The CRM comparison made by Gale is not by accident. This latest round, a Series E, was led by Technology Crossover Ventures, Bessemer Venture Partners, Highland Capital Partners Europe, Eden Ventures, Notion Capital, plus one strategic investor: the cloud-based CRM giant Salesforce.

Salesforce had actually been a part of a previous, undisclosed round as well as this latest funding injection. And when you think about it, this makes a lot of sense: NewVoiceMedia is among the army of startups that have been leveraging the rise of cloud-based services to disrupt the world of enterprise IT, and it’s fitting that among the backers of this latest round is one of the bigger businesses to have benefitted and driven that move to cloud services.

It also helps that NVM has integrated very closely and easily with Salesforce for a long time now, and Gale tells me that it’s one of the strongest sales channels that his company has.

To date, NewVoiceMedia has been seeing strong interest from two types of businesses: those that work in sales and those in services, which each account for roughly half of its business. Gale says its customers are typically of the 2,000-seat size, but in his past experience at MessageLabs (now a part of Symantec), he recognises a cycle in progress.

“I recall enterprise customers that started really sniffing hard around your solution two to three years before they bought,” he says. “And I’m finding that we’re having those conversations now at NewVoiceMedia with the 5,000-10,000-seat customers who may not buy this year but are starting to factor that into the cycle for the future.”

As for where the money will be invested beyond marketing and sales, Gale says he “wouldn’t rule out” acquisitions, although the company has already built a healthy business growing organically by investing a lot in its own R&D.

Where investment is likely to be made is to help continue building out NVM’s infrastructure. In the UK, the company has its own data centers but more recently, outside of the country it’s moved its whole platform to Amazon, and now has six nodes globally on AWS, from previously running everything out of the UK. “That’s allowed us to expand quickly,” Gale says. The projection is that in the next year the company will add between 35-50 percent of its bookings from outside the UK.

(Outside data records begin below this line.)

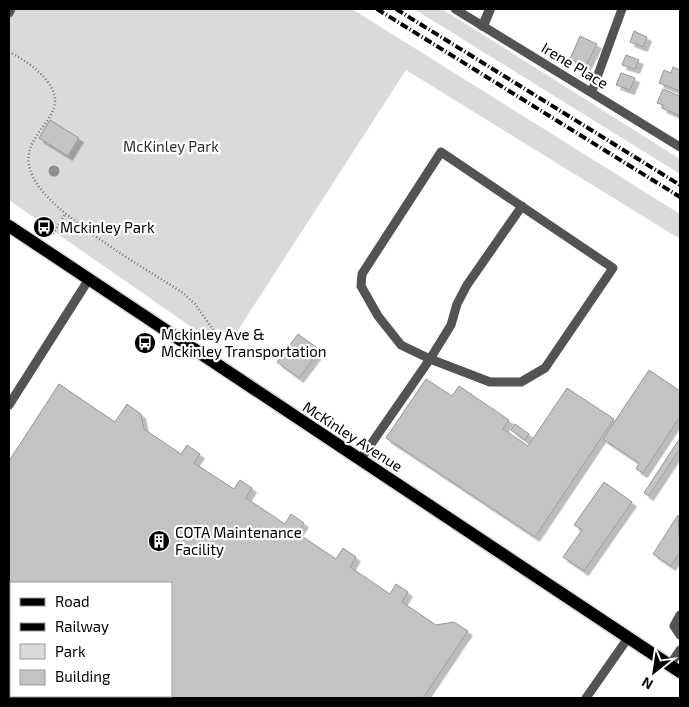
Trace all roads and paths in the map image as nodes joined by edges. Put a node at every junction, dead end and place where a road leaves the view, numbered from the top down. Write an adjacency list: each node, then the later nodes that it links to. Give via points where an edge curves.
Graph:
1 (11, 9): 5 (lane)
2 (455, 9): 6 (lane, Irene Place)
3 (490, 9): 6 (street)
4 (622, 9): 8 (lane)
5 (9, 13)
6 (483, 26): 8 (lane, Irene Place)
7 (9, 52): 11 (path, via 34,68 54,93 52,111 31,147 30,166 36,182)
8 (592, 91): 9 (lane, Irene Place)
9 (680, 147)
10 (522, 206): 16 (lane, via 467,285 451,325); 16 (lane, via 613,268 545,368 521,382 490,382); 16 (lane, via 441,152 362,274 361,286 378,316 402,345)
11 (66, 214): 13 (path); 15 (path, via 183,293 196,304)
12 (9, 226): 14 (main road, McKinley Avenue)
13 (53, 234)
14 (88, 279): 17 (lane); 18 (main road, McKinley Avenue)
15 (217, 335)
16 (430, 359): 18 (lane)
17 (9, 406)
18 (360, 460): 21 (main road, McKinley Avenue)
19 (680, 615): 20 (lane, via 674,626)
20 (680, 635)
21 (628, 638): 23 (main road, McKinley Avenue); 24 (lane)
22 (680, 650): 23 (lane)
23 (675, 669)
24 (586, 698)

Although NVM has just pulled in a Series E, the company is not making any commitments on what might happen next. “I wouldn’t rule anything in or out on the subject of an IPO,” Gale says. “We’re well capitalized and have a lot of money in the bank we are investing in growth. We don’t have any immediate plans to do anything other than focus on growing the business, doubling down and continuing to build out the product and our IP.”

And although it already sits very closely with Salesforce as a product, and now the CRM giant is an investor, Gale cautions against assuming this, or one of its legacy competitors, could become another exit route. “There is a place for an independent market leader in this space,” he says. “In two to three years, there could be an IPO or further private funding. We’re not focused on that at the moment. We’re delighted the maker is moving the way that it is.”